3.20: addx/llvm and .NET or lisp:
. how did llvm fit in with .net?
the .net was an improvement over bytecode;
it had a binary format of high-level code
-- call it wordcode --
and any language could compile to that wordcode .
. there's security in the wordcode,
since it's easy to verify it's not malware,
then a platform-specific runtime can
translate wordcode into an exec.file .
. llvm presents itself as the universal asm.code
(source code of a machine instruction set)
so one quick way to roll a wordcode compiler
is to compile wordcode to asm.code .
. then the llvm for that platform
will do all the heavy lifting of
jit-compiling and dynamic morphing
that keeps the asm.code mirrored in
the most efficient version of native code
for the current circumstances .
. there need be no practical difference between
word.code and the etrees of lisp
and perhaps that's why Stallman would
downplay .net as a Microsoft false freebee .

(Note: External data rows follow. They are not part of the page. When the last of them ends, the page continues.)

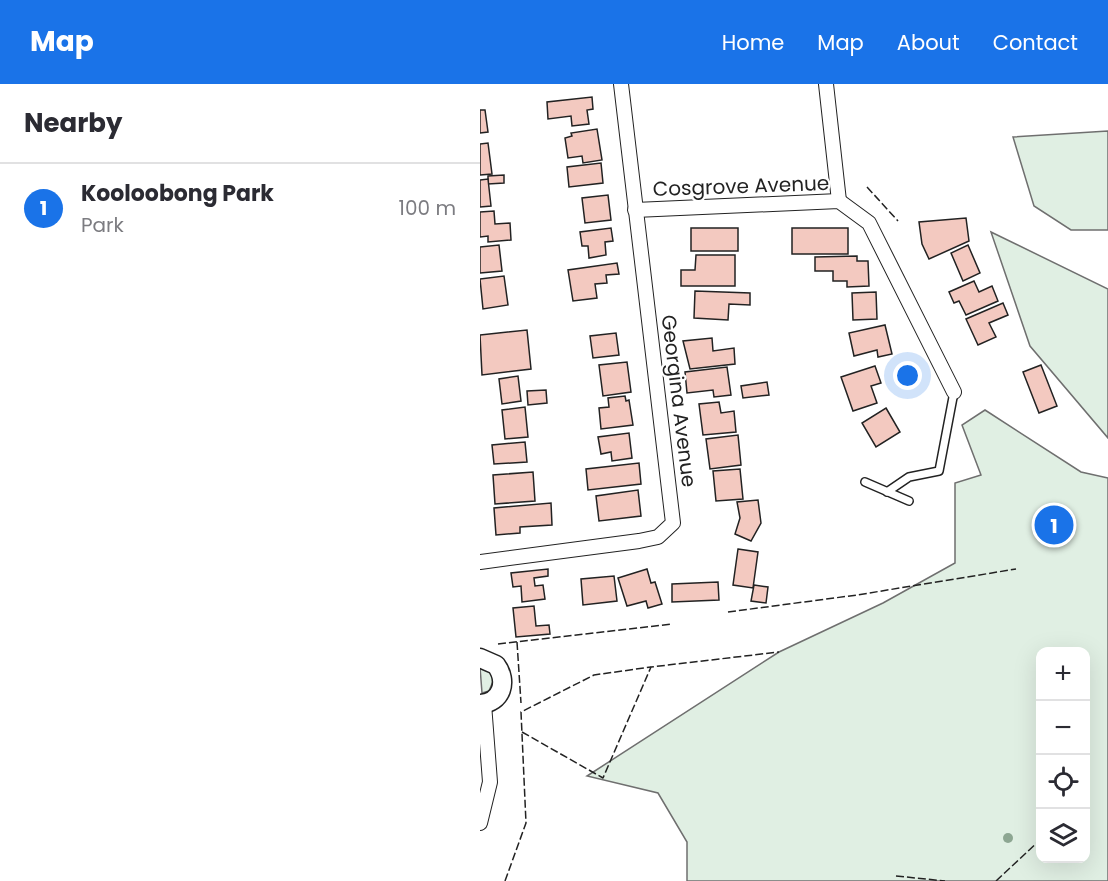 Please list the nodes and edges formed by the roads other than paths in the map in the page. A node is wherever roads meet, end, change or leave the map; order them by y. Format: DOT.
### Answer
graph roads {
  1 [pos="621,84"];
  2 [pos="826,84"];
  3 [pos="839,201"];
  4 [pos="635,210"];
  5 [pos="954,392"];
  6 [pos="865,482"];
  7 [pos="887,492"];
  8 [pos="909,501"];
  9 [pos="480,562"];
  10 [pos="480,658"];
  11 [pos="482,704"];
  12 [pos="480,823"];
  1 -- 4 [label="street, Georgina Avenue"];
  2 -- 3 [label="street"];
  3 -- 4 [label="street, Cosgrove Avenue"];
  3 -- 5 [label="street, Cosgrove Avenue"];
  4 -- 9 [label="street, Georgina Avenue"];
  5 -- 7 [label="lane"];
  6 -- 7 [label="lane"];
  7 -- 8 [label="lane"];
  10 -- 11 [label="main road"];
  11 -- 12 [label="street"];
}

. what we really need from .net
is something more lisp-like
where the only constant to the std
is that etrees describe the conventions
of the current package .
. what we really need from lisp
is the same binary std for word.code
that .net calls assemblies .
. at the moment lisp's std is text-based
not binary -- xml is the same thing:
people should be communicating with that
only as a last resort,
when no binary convention has been agreed upon .
3.23:
. Mono from SVN is now able to use LLVM as a backend .
3.22: addx/security/review:
. what was the system that offered better security than
soa's token-based (smart-carded) logged messaging ?
. how did it differ from virtualization ?
. the first wall starts with using source code
rather than binaries:
. a program is an adda binary
that is then compiled to addx code
which is native code but can access only addx
(assured from being compiled by adda),
and then only addx can access actual devices .
. with this separation of power,
the program can tell addx what it needs
and then the user can tell addx
whether those needs sound reasonable .
. an adda binary is an etree (a parse tree)
where half of the compilation is already done:
. after adda text is parsed into etrees,
the etrees are safely translated by adda
to a system lang for compilation into a native binary .
. in essence the adda program has written the program;
if the original author had
programmed in the system lang'
then it could unsafely have
direct access to the machine .
. this is not unlike the .net security strategy;
but, addx is not concerned about supporting
multiple source lang's . [3.31: nevertheless,
adda's etree could be the target of
some other lang's compiler, for piping:
[your lang] -> adda`etree -> [some adda`backend] ]
. both { .net, adda } have a binary format
for sharing code, but .net's assemblies
may be more thoroughly processed than parse trees .
[3.31: and conversely, parse trees are in a
more modifiable, machine-comprehensible state
than .net's assemblies .]
. the ideal situation is to translate adda etrees
directly into llvm code,
but the easiest way to build addx in a portable way
is translating adda etree to the source text
of the language that the target platform prefers;
eg, when on the mac, the target language is
c, obj'c, and the cocoa framework;
while on linux and elsewhere,
it would be c, c++, and the qt framework .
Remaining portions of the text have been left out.